Cattle can produce vocalizations with frequencies over 1,000 Hz, which are likely to occur during arousal. It has been hypothesized that high-frequency calls should contain more individual information than low-frequency ones due to their propagation over long distances.
"We found that cattle vocal individuality is relatively stable across different emotionally loaded farming contexts," lead author Alexandra Green said.
The findings could help farmers keep their cattle healthy by understanding their moods and translating their individual sounds.

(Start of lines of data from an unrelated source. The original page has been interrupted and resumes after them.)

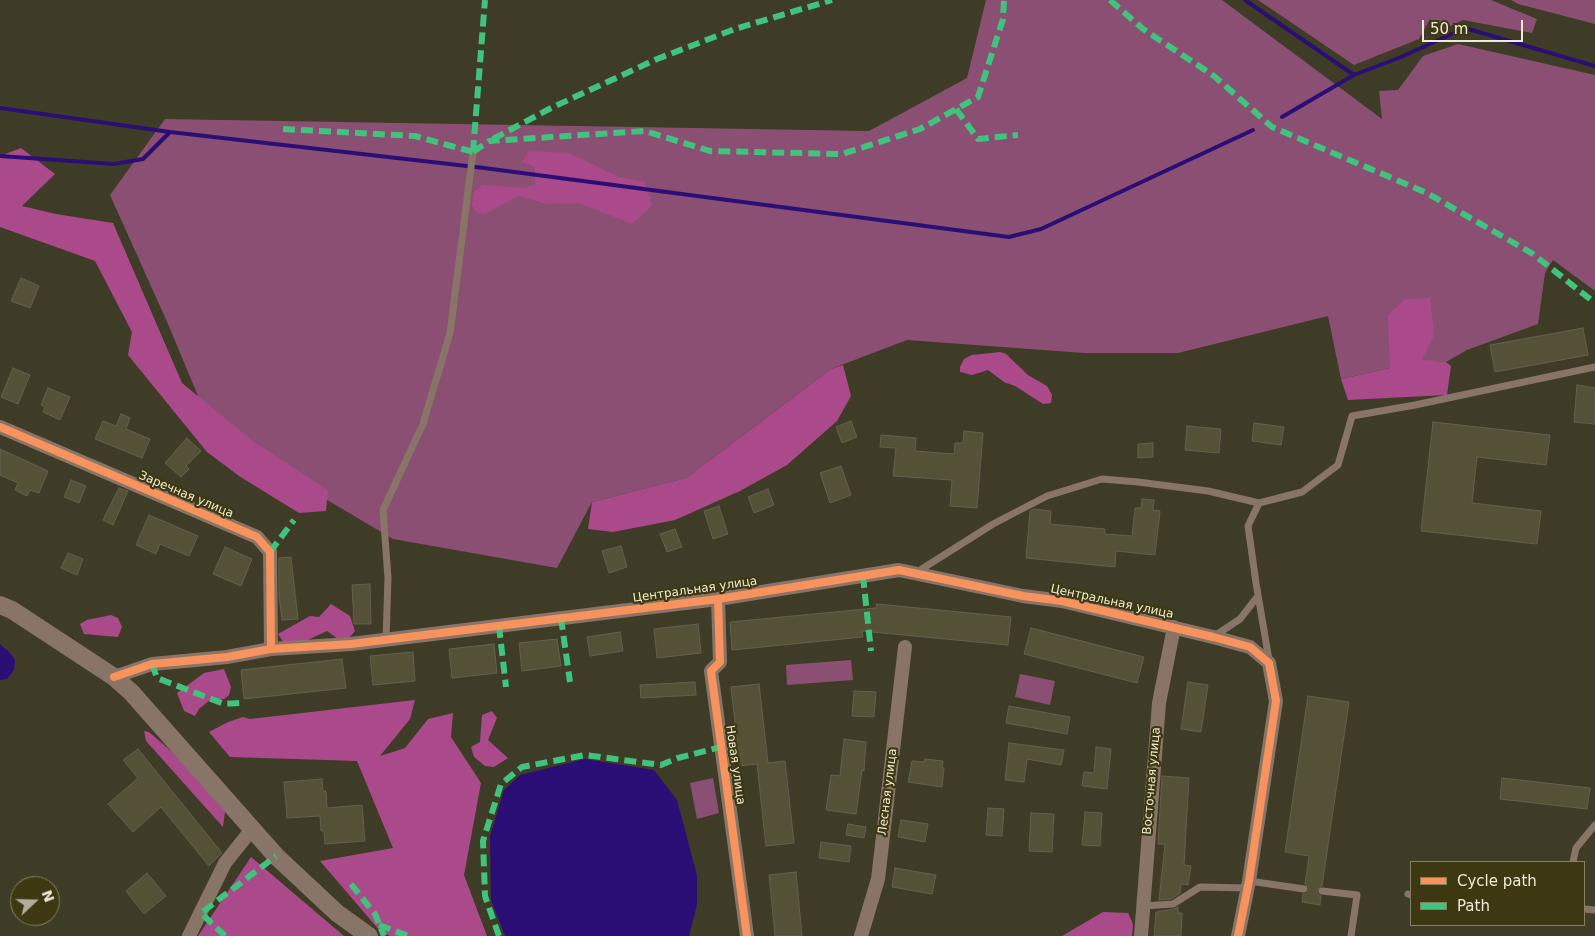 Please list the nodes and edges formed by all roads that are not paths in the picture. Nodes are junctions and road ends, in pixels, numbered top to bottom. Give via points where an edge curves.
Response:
1 (473, 152) dead end
2 (1595, 367) edge
3 (0, 427) edge
4 (1259, 503) junction
5 (916, 573) junction
6 (1258, 596) junction
7 (718, 599) junction
8 (0, 605) edge
9 (1174, 627) junction
10 (1213, 637) junction
11 (386, 640) junction
12 (905, 647) dead end
13 (271, 649) junction
14 (1269, 663) junction
15 (114, 677) junction
16 (1595, 825) edge
17 (252, 829) junction
18 (1573, 861) edge
19 (1248, 884) junction
20 (1304, 889) dead end
21 (1322, 891) dead end
22 (1143, 906) junction
23 (189, 936) edge
24 (369, 936) edge
25 (747, 936) edge
26 (862, 936) edge
27 (1141, 936) edge
28 (1238, 936) edge
29 (1351, 936) edge

1 - 11 lane via 450,333 423,424 383,510 388,578
2 - 4 lane via 1352,416 1338,465 1302,492
3 - 13 street, Заречная улица via 257,538 270,552
4 - 5 lane via 1208,491 1102,480 1047,496 994,524
4 - 6 lane via 1248,526
5 - 7 street, Центральная улица via 899,570
5 - 9 street, Центральная улица
6 - 10 lane via 1240,619
6 - 14 lane
7 - 11 street, Центральная улица
7 - 25 street, Новая улица via 720,662 711,671
8 - 15 street
9 - 10 street, Центральная улица
9 - 22 street, Восточная улица via 1159,703
10 - 14 street, Центральная улица via 1250,647
11 - 13 street, Центральная улица
12 - 26 street, Лесная улица via 878,879
13 - 15 street, Центральная улица via 152,664
14 - 19 street via 1276,701
15 - 17 street via 131,692
16 - 18 lane via 1576,848
17 - 23 street via 225,863
17 - 24 street via 337,913
19 - 20 lane
19 - 22 lane via 1200,887 1173,904
19 - 28 street
21 - 29 lane via 1357,895
22 - 27 street, Восточная улица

This is not the first study that has looked into communication between cows. An earlier study found that mother cows and their offspring communicate by maintaining the individuality of their lowing – the low, deep sound cattle make. The new study, however, confirms that cows maintain their individual mooing through their lives, even as they natter among themselves. (Related: Calves have conversations with their mothers: cows are intelligent, conscious animals.)
The scientists recorded hundreds of "moos" from 13 heifers for the study using acoustic analyses programs. The calls were collected during different situations. Green and her team put the cows in heat, gave them food, deprived them of food and separated them from the herd.
Using acoustic analyses programs, the researchers found that cows maintained their individual vocal cues, and it is likely that they recognize other members of the herd through these calls.
They found that dairy cows tend to communicate with each other all the time, and their moos become more sonorous when they talk about happy things like food. But when they are moaning about the weather, their moos tend to pitch lower.
"Cows are gregarious, social animals. In one sense it isn’t surprising they assert their individual identity throughout their life and not just during mother-calf imprinting. But this is the first time scientists have been able to analyze voice to have conclusive evidence of this trait." Green said.
The findings also align with previous observations that indicate cattle herds have observable hierarchies. They experience long-term effects when separated from their mothers at an early age, and learn better when they have friends around. Because of these indications, it makes sense that the animals could use vocal cues to recognize other herd members.
The findings suggest that farmers should integrate the knowledge of individual cow voices into their farming routines to tune into the emotional state of their cattle, and therefore, improve animal welfare, especially during a time where cow welfare is severely compromised by mass farming practices. In the dairy industry, herd sizes are getting bigger, and farmers need to find more novel ways to look at cow welfare.
"By understanding these vocal characteristics, farmers will be able to recognize individual animals in the herd that might require individual attention."